“Insane? Sir, I have been a doctor for more than nine years. I assure you, I am no hack,” the physician retorted. “Well, I’ve never seen a sane doctor wearing an 18th-century tri-cornered hat before,” the patient said. “A hat? Oh, no! What a delightful misunderstanding. This is no hat,” the doctor answered. “It’s a bedpan.”
As Leonard held his newborn son in his arms, he couldn’t help but think about the future, and how great his life was going to be after he sold the baby and got all that money.
“How long has it been since your last physical?” the doctor asked. “Not since my college football days” I said. “Hmm,” he murmured with disapproval. “Okay, well put this gown on and I’ll be back in a minute.” Ashamed of my aging physique, I asked: “Is that really necessary?” “Yes,” he insisted. “My wife is broad-backed and I need to know if that dress is gonna make her look like a linebacker.”
The nurse’s hand jumped up to cover her mouth and she giggled with delight. Well, there’s no other way to interpret that – she was flirting with me, plain and simple. She was cute, so I decided to flirt back. “Why yes, my dear,” I said with a smile. “Halitosis does run in my family.”
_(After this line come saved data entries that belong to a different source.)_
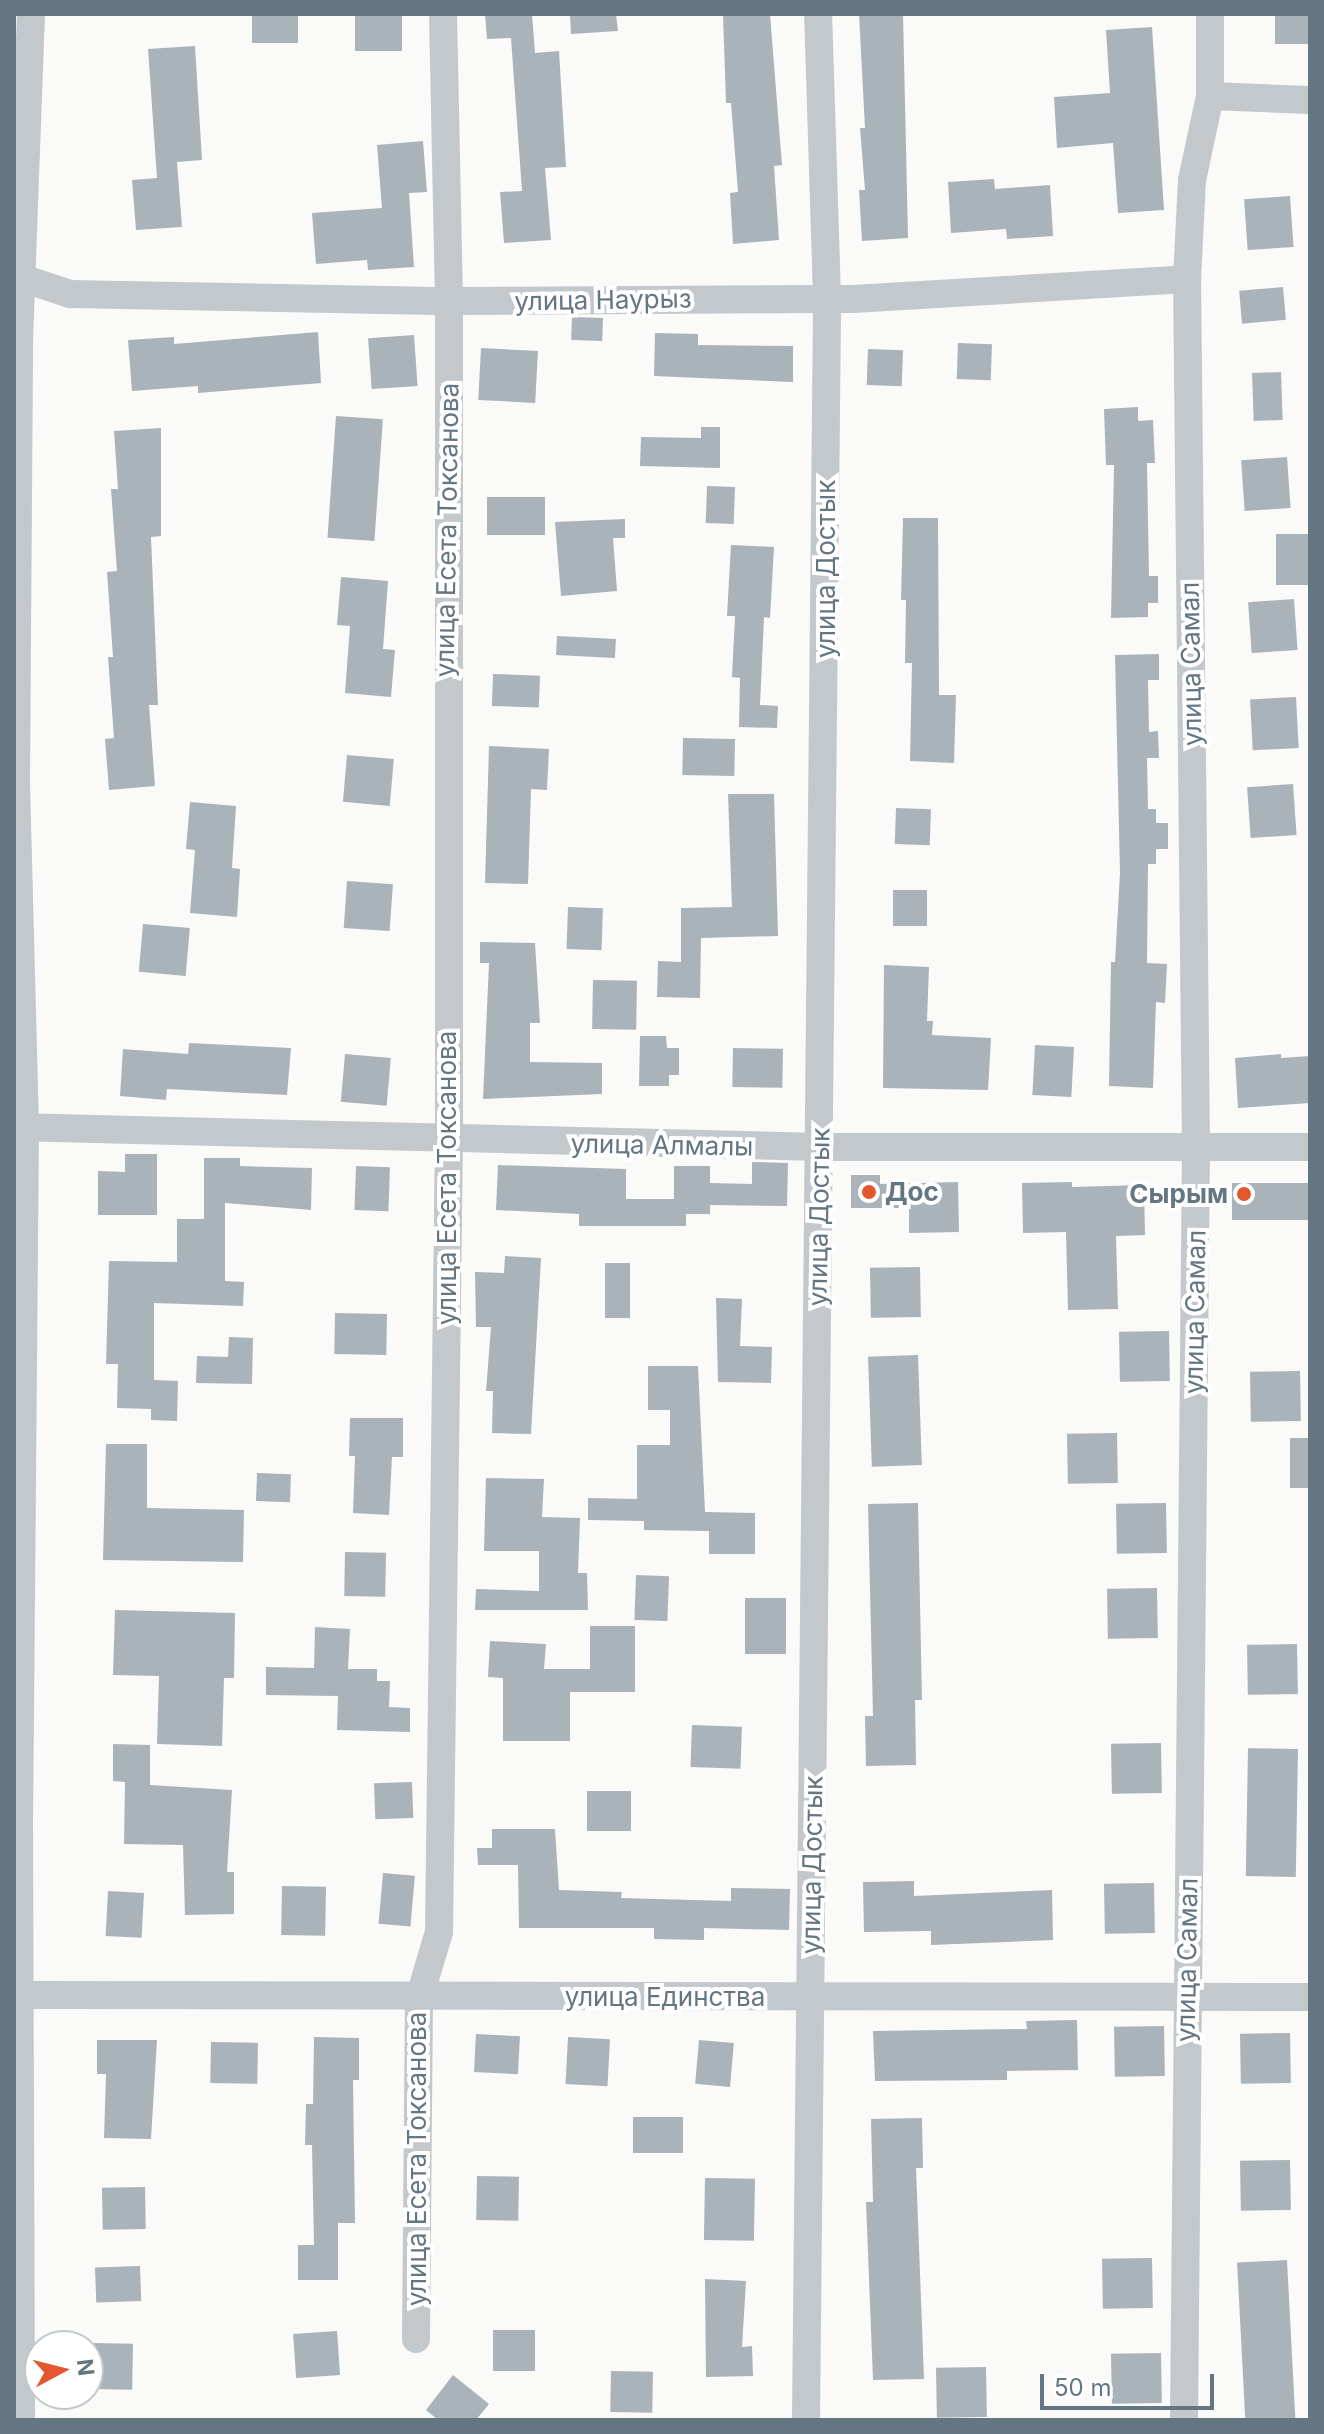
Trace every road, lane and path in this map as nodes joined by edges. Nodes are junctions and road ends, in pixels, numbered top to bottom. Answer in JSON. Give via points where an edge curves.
{"nodes":[{"id":1,"x":31,"y":14,"type":"edge"},
{"id":2,"x":443,"y":14,"type":"edge"},
{"id":3,"x":818,"y":14,"type":"edge"},
{"id":4,"x":1210,"y":14,"type":"edge"},
{"id":5,"x":1210,"y":96,"type":"junction"},
{"id":6,"x":1310,"y":100,"type":"edge"},
{"id":7,"x":22,"y":278,"type":"junction"},
{"id":8,"x":1187,"y":279,"type":"junction"},
{"id":9,"x":827,"y":297,"type":"junction"},
{"id":10,"x":449,"y":301,"type":"junction"},
{"id":11,"x":16,"y":342,"type":"edge"},
{"id":12,"x":15,"y":782,"type":"edge"},
{"id":13,"x":19,"y":1127,"type":"edge"},
{"id":14,"x":449,"y":1141,"type":"junction"},
{"id":15,"x":820,"y":1147,"type":"junction"},
{"id":16,"x":1196,"y":1147,"type":"junction"},
{"id":17,"x":1310,"y":1147,"type":"edge"},
{"id":18,"x":16,"y":1828,"type":"edge"},
{"id":19,"x":1187,"y":1994,"type":"junction"},
{"id":20,"x":21,"y":1995,"type":"junction"},
{"id":21,"x":810,"y":1996,"type":"junction"},
{"id":22,"x":1310,"y":1997,"type":"edge"},
{"id":23,"x":419,"y":1999,"type":"junction"},
{"id":24,"x":416,"y":2339,"type":"dead end"},
{"id":25,"x":21,"y":2420,"type":"edge"},
{"id":26,"x":806,"y":2420,"type":"edge"},
{"id":27,"x":1184,"y":2420,"type":"edge"}],
"edges":[{"from":1,"to":7,"type":"street"},
{"from":2,"to":10,"type":"street","name":"улица Есета Токсанова"},
{"from":3,"to":9,"type":"street","name":"улица Достык"},
{"from":4,"to":5,"type":"street","name":"улица Самал"},
{"from":5,"to":6,"type":"street"},
{"from":5,"to":8,"type":"street","name":"улица Самал","via":[[1192,180]]},
{"from":7,"to":10,"type":"street","name":"улица Наурыз","via":[[70,294]]},
{"from":7,"to":11,"type":"street"},
{"from":8,"to":9,"type":"street","name":"улица Наурыз"},
{"from":8,"to":16,"type":"street","name":"улица Самал"},
{"from":9,"to":10,"type":"street","name":"улица Наурыз"},
{"from":9,"to":15,"type":"street","name":"улица Достык"},
{"from":10,"to":14,"type":"street","name":"улица Есета Токсанова"},
{"from":11,"to":12,"type":"street"},
{"from":12,"to":13,"type":"street"},
{"from":13,"to":14,"type":"street","name":"улица Алмалы"},
{"from":13,"to":18,"type":"street"},
{"from":14,"to":15,"type":"street","name":"улица Алмалы"},
{"from":14,"to":23,"type":"street","name":"улица Есета Токсанова","via":[[439,1932]]},
{"from":15,"to":16,"type":"street","name":"улица Алмалы"},
{"from":15,"to":21,"type":"street","name":"улица Достык"},
{"from":16,"to":17,"type":"street","name":"улица Алмалы"},
{"from":16,"to":19,"type":"street","name":"улица Самал"},
{"from":18,"to":20,"type":"street"},
{"from":19,"to":21,"type":"street","name":"улица Единства"},
{"from":19,"to":22,"type":"street","name":"улица Единства"},
{"from":19,"to":27,"type":"street","name":"улица Самал"},
{"from":20,"to":23,"type":"street","name":"улица Единства"},
{"from":20,"to":25,"type":"street"},
{"from":21,"to":23,"type":"street","name":"улица Единства"},
{"from":21,"to":26,"type":"street","name":"улица Достык"},
{"from":23,"to":24,"type":"street","name":"улица Есета Токсанова"}]}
As we all looked down at Daphne, covered in burns, the doctor reached over and turned off the machine. Finally, after all these days, her body relaxed and she was at peace. Looking back now, I don’t know why we didn’t turn that heavy metal CD off sooner.
No sooner had he sat down to eat, did his beeper go off. “Christ, not again,” he said as he shoved a handful of French fries into his mouth, reluctantly stood up and headed off towards the children’s ward. “How much pot can one kid smoke?” the drug dealer mumbled quietly to himself.